New variant of Omicron XBB.1.5, called “Kraken,” is not different enough from other Omicron strains to warrant its own Greek letter, WHO officials said Wednesday.

While Kraken, spread rapidly in the USis “incredibly transmissible” and spreads faster than other circulating variants such as BQ, it still belongs to the Omicron family, Maria Van Kerkhove, technical lead for the response to COVID-19 at the WHO, said at a news conference.

Canadian biology professor Ryan Gregory was recently nicknamed the “high-flying” variant—the cause of most COVID cases in the US Northeast—is after the aggressive mythological Scandinavian sea monster “Kraken.” He argued that new variants that rose to prominence needed memorable names that conveyed to the public the evolving nature of the Omicron threat, instead of just a bunch of numbers and letters. The WHO, which is in charge of assigning Greek letter names to important new variants of COVID, has not given a variant a new name since Omicron almost a year ago , who argued that the emerging variants had not evolved enough to do so.

The variant is expected to escape immunity from previous infection and vaccination at almost the same level as XBB, where it evolved, he said.

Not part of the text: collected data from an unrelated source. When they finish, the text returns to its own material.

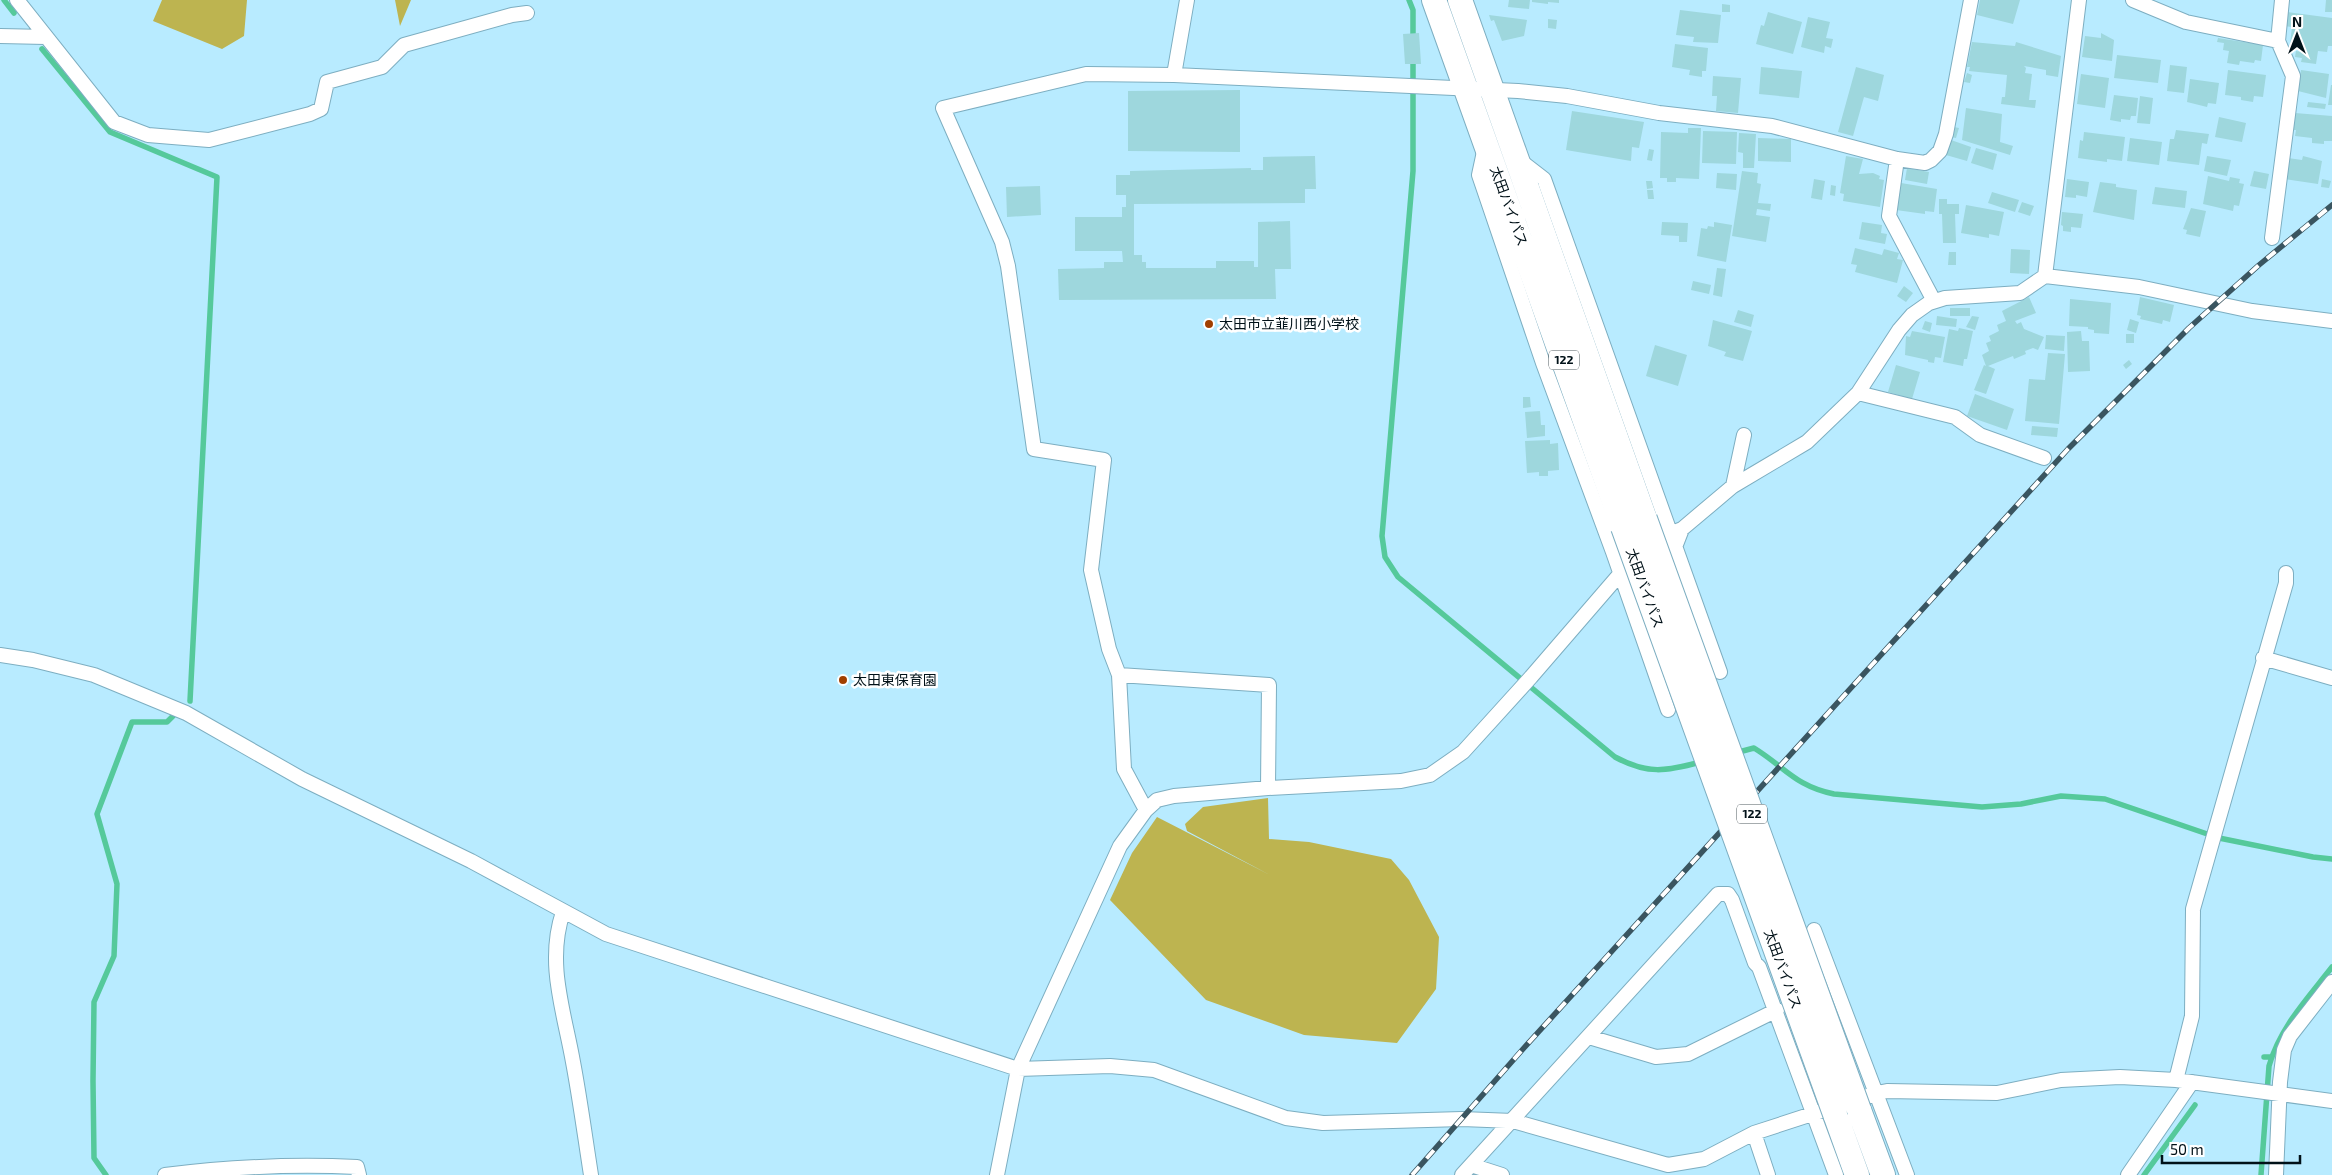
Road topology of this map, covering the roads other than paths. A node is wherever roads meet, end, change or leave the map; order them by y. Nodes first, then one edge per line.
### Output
1 (17, 0) edge
2 (1187, 0) edge
3 (1434, 0) edge
4 (1460, 0) edge
5 (1971, 0) edge
6 (2079, 0) edge
7 (2133, 0) edge
8 (2282, 0) edge
9 (527, 13) dead end
10 (0, 36) edge
11 (46, 37) junction
12 (2278, 41) junction
13 (1174, 74) junction
14 (1466, 89) junction
15 (1493, 90) junction
16 (1486, 144) junction
17 (1517, 159) junction
18 (1897, 159) junction
19 (2272, 238) dead end
20 (2045, 276) junction
21 (1934, 302) junction
22 (2332, 321) edge
23 (1858, 393) junction
24 (1744, 435) dead end
25 (2044, 458) dead end
26 (1732, 486) junction
27 (1634, 523) junction
28 (1676, 537) junction
29 (1620, 573) junction
30 (2286, 573) dead end
31 (0, 655) edge
32 (2264, 658) junction
33 (1720, 672) dead end
34 (1119, 675) junction
35 (2332, 678) edge
36 (1668, 710) dead end
37 (1268, 788) junction
38 (1146, 810) junction
39 (563, 912) junction
40 (1814, 930) dead end
41 (2332, 982) edge
42 (1777, 1010) junction
43 (1589, 1037) junction
44 (1018, 1069) junction
45 (2176, 1080) junction
46 (2192, 1082) junction
47 (1877, 1093) junction
48 (2281, 1094) junction
49 (2332, 1101) edge
50 (1824, 1114) junction
51 (1513, 1121) junction
52 (1754, 1133) junction
53 (1466, 1170) edge
54 (165, 1175) edge
55 (359, 1175) edge
56 (590, 1175) edge
57 (997, 1175) edge
58 (1502, 1175) edge
59 (1768, 1175) edge
60 (1836, 1175) edge
61 (1857, 1175) edge
62 (1883, 1175) edge
63 (1906, 1175) edge
64 (2128, 1175) edge
65 (2276, 1175) edge

1 - 11 street
2 - 13 street
3 - 14 highway, 太田バイパス / 122
4 - 15 highway, 太田バイパス / 122
5 - 18 street
6 - 20 street
7 - 12 street
8 - 12 street
9 - 11 street
10 - 11 street
12 - 19 street
13 - 14 street
13 - 34 street
14 - 15 street
14 - 16 highway, 太田バイパス / 122
15 - 17 highway, 太田バイパス / 122
15 - 18 street
16 - 27 highway, 太田バイパス / 122
16 - 29 street
17 - 27 highway, 太田バイパス / 122
17 - 28 street
18 - 21 street
20 - 21 street
20 - 22 street
21 - 23 street
23 - 25 street
23 - 26 street
24 - 26 street
26 - 28 street
27 - 50 highway, 太田バイパス / 122, bridge
27 - 62 highway, 太田バイパス / 122, bridge
28 - 29 street
28 - 33 street
29 - 36 street
29 - 37 street
30 - 32 street
31 - 39 street
32 - 35 street
32 - 45 street
34 - 37 street
34 - 38 street
37 - 38 street
38 - 44 street
39 - 44 street
39 - 56 street
40 - 47 street
41 - 48 street
42 - 43 street
42 - 43 street
42 - 50 street
43 - 51 street
44 - 51 street
44 - 57 street
45 - 46 street
45 - 47 street
46 - 48 street
46 - 64 street
47 - 50 street
47 - 63 street
48 - 49 street
48 - 65 street
50 - 52 street
50 - 60 street
50 - 61 highway, 太田バイパス / 122
51 - 52 street
51 - 53 street
52 - 59 street
53 - 58 street
54 - 55 street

The XB and BQ COVID variants are the most immune-evasive yet—but it doesn’t appear that XBB.1.5 needs that evasion, if any, anymore.

It is not yet known whether the disease caused by XBB.1.5 is more severe than that caused by other new strains of COVID. Data on the variant is limited and mostly comes from the US, which has seen the lion’s share of detected cases, Van Kerkhove added.

So far, the new Omicron strains are “behaving in the same way,” except doing a much better job of spreading, he said, adding that the WHO expects to see an additional advantage in growth and immune evasion of variants as they evolve.

When new variants start to behave differently, “we’re not afraid to use these Greek letters,” he said, referring to the organization’s system of assigning names like Alpha, Delta, and Omicron on the famous new variants of COVID.

The organization’s risk assessment of XBB.1.5 should be published “soon,” the WHO said on Wednesday.

This is a developing story and please check back for updates.